Autor: Mirjam Stumpf

Lichtenfels, Montag, 23. März 2020

Auf Anfrage der Kundin Silke Nissen hat ein Lichtenfelser Supermarkt einen speziellen Einkaufswagen für gehbehinderte Kinder gekauft.
Die 13-jährige Anna kann mit Schwester Merle nun  leichter einkaufen: Der spezielle Einkaufswagen hat  eine größere Sitzfläche, damit gehbehinderte Kinder genug Platz haben. Stumpf


Sichtlich vergnügt sitzt die zweieinhalbjährige Merle im Kindersitz des Einkaufswagens. Von Quengeleien bei der Tour durch die Gänge im Supermarkt keine Spur, als ihre große Schwester Anna mit ihr an den Lebensmitteln vorbeirollt.

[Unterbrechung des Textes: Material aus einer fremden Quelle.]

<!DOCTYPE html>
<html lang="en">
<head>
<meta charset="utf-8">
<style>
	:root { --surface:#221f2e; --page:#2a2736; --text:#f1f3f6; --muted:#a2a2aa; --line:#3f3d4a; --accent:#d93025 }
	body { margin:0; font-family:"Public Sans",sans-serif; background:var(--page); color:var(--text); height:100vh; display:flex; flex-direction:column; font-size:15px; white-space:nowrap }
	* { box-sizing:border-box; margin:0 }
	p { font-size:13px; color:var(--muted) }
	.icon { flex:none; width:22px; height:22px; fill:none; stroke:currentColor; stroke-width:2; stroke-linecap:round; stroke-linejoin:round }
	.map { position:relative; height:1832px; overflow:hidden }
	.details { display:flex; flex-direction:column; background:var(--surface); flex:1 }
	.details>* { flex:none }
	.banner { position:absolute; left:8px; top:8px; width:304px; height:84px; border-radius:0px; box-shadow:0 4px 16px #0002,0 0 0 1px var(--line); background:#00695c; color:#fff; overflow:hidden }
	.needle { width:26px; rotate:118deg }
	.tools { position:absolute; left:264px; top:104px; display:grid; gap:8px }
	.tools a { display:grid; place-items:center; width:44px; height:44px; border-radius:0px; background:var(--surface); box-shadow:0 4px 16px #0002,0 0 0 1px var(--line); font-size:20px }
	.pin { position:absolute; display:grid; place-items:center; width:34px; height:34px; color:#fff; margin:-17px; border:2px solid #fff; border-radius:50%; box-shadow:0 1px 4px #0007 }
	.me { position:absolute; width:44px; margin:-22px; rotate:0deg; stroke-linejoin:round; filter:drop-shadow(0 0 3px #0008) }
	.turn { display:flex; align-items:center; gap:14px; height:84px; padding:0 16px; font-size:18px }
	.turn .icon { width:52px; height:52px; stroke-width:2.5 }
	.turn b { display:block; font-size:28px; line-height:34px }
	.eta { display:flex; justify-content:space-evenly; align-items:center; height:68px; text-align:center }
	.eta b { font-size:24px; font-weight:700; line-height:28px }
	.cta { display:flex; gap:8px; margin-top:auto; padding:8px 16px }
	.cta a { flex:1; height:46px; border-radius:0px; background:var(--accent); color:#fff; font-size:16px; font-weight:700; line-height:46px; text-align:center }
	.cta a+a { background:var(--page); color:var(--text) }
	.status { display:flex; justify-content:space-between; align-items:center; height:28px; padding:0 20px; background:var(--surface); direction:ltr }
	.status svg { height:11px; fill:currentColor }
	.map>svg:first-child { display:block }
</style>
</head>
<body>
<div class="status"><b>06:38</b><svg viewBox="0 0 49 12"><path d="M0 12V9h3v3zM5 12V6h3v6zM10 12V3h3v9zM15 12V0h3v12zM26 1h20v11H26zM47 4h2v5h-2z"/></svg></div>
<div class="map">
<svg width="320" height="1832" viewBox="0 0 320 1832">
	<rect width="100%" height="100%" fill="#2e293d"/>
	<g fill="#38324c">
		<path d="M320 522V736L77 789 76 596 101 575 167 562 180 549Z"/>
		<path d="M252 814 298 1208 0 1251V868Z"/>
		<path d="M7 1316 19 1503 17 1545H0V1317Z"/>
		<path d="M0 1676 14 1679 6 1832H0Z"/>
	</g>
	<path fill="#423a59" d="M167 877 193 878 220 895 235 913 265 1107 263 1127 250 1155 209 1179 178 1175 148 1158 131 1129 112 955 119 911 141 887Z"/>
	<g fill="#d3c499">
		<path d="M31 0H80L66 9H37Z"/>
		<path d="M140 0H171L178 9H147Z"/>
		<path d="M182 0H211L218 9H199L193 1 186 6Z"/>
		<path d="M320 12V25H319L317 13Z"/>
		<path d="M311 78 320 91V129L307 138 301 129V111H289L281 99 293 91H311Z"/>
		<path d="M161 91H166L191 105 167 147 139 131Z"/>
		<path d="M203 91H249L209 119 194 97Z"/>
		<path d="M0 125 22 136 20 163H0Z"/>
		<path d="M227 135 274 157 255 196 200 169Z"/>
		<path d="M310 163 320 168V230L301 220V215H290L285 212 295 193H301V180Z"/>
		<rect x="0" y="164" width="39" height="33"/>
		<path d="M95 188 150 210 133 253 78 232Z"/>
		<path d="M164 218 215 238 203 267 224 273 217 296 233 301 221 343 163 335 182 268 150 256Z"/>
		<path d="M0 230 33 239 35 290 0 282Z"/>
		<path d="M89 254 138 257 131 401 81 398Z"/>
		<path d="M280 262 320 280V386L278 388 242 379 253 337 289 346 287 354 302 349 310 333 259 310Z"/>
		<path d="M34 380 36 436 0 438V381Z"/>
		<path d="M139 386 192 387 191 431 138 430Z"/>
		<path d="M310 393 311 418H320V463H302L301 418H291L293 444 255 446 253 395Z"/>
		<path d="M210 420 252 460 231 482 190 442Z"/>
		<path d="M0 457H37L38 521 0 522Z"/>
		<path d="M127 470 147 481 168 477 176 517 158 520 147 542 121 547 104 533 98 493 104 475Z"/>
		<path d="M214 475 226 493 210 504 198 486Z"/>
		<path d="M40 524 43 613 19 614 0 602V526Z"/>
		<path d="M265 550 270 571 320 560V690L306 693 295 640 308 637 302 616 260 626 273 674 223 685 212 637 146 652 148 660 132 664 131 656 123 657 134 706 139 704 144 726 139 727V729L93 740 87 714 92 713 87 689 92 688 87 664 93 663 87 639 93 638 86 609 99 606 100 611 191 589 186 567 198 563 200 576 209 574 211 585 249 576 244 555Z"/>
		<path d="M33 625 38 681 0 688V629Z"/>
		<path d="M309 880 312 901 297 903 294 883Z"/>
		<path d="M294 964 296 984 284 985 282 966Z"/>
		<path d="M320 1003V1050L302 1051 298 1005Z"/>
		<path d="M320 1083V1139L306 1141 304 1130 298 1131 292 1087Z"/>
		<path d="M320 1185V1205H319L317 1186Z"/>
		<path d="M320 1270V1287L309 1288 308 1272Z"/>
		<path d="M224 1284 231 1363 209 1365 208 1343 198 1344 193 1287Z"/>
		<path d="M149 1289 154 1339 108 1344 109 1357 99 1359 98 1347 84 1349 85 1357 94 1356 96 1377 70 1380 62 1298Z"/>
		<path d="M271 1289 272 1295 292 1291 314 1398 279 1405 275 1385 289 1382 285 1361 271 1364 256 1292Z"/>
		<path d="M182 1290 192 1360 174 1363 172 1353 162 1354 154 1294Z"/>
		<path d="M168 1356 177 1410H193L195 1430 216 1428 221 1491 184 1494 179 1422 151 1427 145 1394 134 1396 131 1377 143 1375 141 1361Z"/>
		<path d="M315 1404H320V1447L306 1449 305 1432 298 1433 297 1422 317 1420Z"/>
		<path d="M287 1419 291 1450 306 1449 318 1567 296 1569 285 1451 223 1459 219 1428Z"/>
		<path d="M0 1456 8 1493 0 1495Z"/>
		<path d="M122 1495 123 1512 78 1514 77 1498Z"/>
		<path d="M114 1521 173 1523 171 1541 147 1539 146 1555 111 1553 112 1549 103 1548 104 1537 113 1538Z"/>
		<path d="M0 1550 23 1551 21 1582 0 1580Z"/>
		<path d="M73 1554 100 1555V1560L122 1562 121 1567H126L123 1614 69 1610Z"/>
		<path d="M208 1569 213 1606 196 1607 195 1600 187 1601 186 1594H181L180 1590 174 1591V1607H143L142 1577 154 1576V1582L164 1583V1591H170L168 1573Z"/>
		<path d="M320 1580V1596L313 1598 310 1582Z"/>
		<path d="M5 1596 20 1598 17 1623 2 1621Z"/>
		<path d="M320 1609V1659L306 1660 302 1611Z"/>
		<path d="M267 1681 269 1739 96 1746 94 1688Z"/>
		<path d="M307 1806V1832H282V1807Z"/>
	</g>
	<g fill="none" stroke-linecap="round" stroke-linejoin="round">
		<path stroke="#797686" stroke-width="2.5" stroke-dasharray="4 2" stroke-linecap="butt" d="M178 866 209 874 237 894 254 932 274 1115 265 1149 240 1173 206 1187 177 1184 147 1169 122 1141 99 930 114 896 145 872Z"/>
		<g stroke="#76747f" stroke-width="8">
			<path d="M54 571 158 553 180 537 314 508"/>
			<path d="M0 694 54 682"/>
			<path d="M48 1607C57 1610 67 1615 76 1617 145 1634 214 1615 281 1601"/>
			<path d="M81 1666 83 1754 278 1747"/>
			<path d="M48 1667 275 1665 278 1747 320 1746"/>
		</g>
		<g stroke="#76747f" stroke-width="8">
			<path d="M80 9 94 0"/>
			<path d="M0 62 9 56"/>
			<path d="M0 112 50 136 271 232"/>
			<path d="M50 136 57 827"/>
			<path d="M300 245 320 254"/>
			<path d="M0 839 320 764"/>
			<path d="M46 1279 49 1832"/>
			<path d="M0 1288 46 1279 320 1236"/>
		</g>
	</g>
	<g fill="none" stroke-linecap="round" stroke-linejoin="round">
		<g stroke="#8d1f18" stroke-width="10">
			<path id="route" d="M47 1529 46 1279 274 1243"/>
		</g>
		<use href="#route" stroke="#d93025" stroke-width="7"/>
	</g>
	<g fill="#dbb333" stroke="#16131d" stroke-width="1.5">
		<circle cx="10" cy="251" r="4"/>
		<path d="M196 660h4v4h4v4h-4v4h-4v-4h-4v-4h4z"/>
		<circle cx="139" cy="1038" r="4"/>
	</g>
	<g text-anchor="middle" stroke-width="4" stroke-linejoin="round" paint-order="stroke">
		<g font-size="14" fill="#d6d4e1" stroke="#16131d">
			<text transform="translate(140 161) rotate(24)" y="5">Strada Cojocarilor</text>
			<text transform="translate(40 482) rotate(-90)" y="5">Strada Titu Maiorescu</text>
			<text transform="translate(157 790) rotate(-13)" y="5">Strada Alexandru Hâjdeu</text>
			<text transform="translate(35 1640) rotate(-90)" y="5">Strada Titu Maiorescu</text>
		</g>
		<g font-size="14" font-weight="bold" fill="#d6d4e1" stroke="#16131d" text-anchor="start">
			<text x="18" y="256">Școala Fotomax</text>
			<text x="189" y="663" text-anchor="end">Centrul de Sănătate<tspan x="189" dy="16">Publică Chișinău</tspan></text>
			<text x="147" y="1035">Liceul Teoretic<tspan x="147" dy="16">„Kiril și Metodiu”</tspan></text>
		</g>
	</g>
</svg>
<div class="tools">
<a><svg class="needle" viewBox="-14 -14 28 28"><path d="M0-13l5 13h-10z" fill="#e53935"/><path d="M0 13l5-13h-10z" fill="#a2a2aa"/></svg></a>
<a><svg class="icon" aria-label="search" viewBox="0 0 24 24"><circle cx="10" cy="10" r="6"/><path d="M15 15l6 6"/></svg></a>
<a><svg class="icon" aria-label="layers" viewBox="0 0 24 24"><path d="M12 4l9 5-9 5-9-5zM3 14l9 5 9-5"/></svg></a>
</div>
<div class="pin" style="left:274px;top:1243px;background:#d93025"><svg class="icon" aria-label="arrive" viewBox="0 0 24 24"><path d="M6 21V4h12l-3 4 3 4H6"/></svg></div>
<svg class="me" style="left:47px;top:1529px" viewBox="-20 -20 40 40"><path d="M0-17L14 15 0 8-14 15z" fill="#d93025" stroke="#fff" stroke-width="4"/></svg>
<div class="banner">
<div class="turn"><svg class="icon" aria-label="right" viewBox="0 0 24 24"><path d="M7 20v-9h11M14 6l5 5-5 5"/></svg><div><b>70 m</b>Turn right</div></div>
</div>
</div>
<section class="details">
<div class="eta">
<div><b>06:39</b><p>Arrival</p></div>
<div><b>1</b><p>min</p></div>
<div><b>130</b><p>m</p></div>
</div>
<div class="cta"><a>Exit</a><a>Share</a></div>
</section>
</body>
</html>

Was bei einem flüchtigen Blick auf die Familie im Laden nicht sofort auffällt: Der Einkaufswagen ist eigens für Kinder entwickelt worden, die wie Merle gehbehindert sind und nicht oder nur schwer alleine laufen können.

"Es ist schön, dass nicht nur von Inklusion gesprochen wird", freut sich Mutter Silke Nissen. Alleine einkaufen sei bisher fast nicht möglich gewesen, meint sie. Der spezielle Wagen mit dem Eigennamen Ben's Cart, den der Supermarkt Kaufland in Lichtenfels eigens auf ihre Nachfrage vor kurzem angeschafft hat, erleichtere ihr den Einkauf mit ihrer Tochter.

Komfortable Sitzfläche

Der Unterschied zu den gängigen Wagen mit aufklappbarem Kindersitz, wie sie sich vor den Eingangstüren reihen, besteht darin, dass das Ben's Cart einen größeren, mit grauem Kunststoffpolster überzogenen Sitz hat. Der ist zudem nach vorne hin offen. Ein Anschnallgurt verhindert, dass das Kind herunter rutscht. Dadurch kann der Sitz bis zu 35 Kilogramm tragen, der Klappsitz im Einkaufswagen lediglich 15 Kilogramm.

Noch ist Merle mit knapp drei Jahren zwar leicht genug, sagt Silke Nissen, aber sobald sie älter wird, würde der enge Sitz zum Problem werden. Zudem falle es der 39-Jährigen nun leichter, ihre Tochter in den Wagen zu setzen, da sie sie nicht erst über das Gestell heben muss.

Neukauf ohne Probleme

Über eine Gruppe auf der Internet-Plattform Facebook für Eltern von Kindern mit Behinderung ist sie auf den speziellen Einkaufswagen aufmerksam geworden. In dieser und ähnlichen Gruppen tauschen sich Eltern aus, geben Informationen weiter und teilen Meinungen. Anschließend habe sich die 39-Jährige unter anderem an die Mitarbeiter der Info-Theke von Kaufland gewendet, die ihre Anfrage umgehend an die Geschäftsführung weitergeleitet haben.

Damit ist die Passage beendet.